SCHIP, Cigarette Taxes, and Crime
July 16, 2007
Here is a question for lawmakers to consider before casting their votes to raise the federal cigarette tax by 61 cents per pack: How can the number of smokers have increased over the last decade while the number of tax-paid cigarettes has fallen sharply?
The answer is that Americans are smoking millions of bootlegged cigarettes.
Consider the case of Jorge Abraham. He’s not exactly the stereotypical border-crossing smuggler: a quadriplegic living with his parents in El Paso. But prosecutors called him “extremely resourceful” when he smuggled millions of packs of cigarettes into the U.S. from China and distributed them nationwide. In 2005 he pled guilty and went to prison.

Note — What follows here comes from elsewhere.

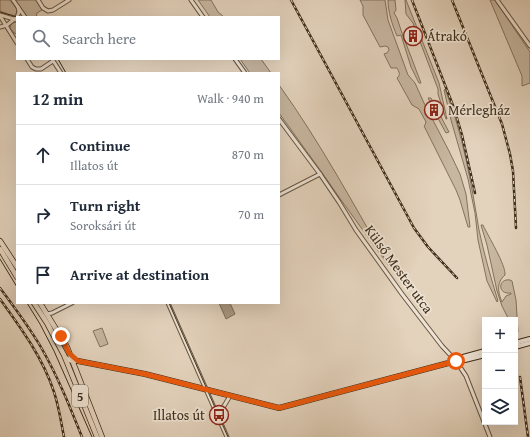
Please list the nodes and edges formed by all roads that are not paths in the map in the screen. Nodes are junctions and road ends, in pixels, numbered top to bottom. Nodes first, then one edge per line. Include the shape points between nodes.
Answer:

What drove Mr. Abraham, and what encourages others like him, is the simple arithmetic of cigarette tax evasion. Today a pack of brand name cigarettes can be had for as little as $1.25 in low-tax jurisdictions around the world. Due mostly to federal, state and local taxes, the U.S. price for that same pack reaches $7.50. When Jorge Abraham or any other smuggler moves just one shipping container containing 200,000 packs into the U.S., the profit potential is a cool $1 million.
As in other black markets—such as that for illicit drugs—such enormous profits lure many violent individuals into the trade. A recent string of homicides and shootings in New York City described in a Tax Foundation paper on cigarette tax evasion illustrates just how severe these problems can be.
Tax evasion is by no means the only crime that will rise in the wake of a much higher federal cigarette tax. Cigarettes are often the product of choice for thieves since the development of an active black market creates a place where they can quickly be sold for cash. Across the country cigarette tax hikes have been accompanied by tobacco-related crime waves that threaten truck drivers and retail clerks and other innocent people along the cigarette distribution chain.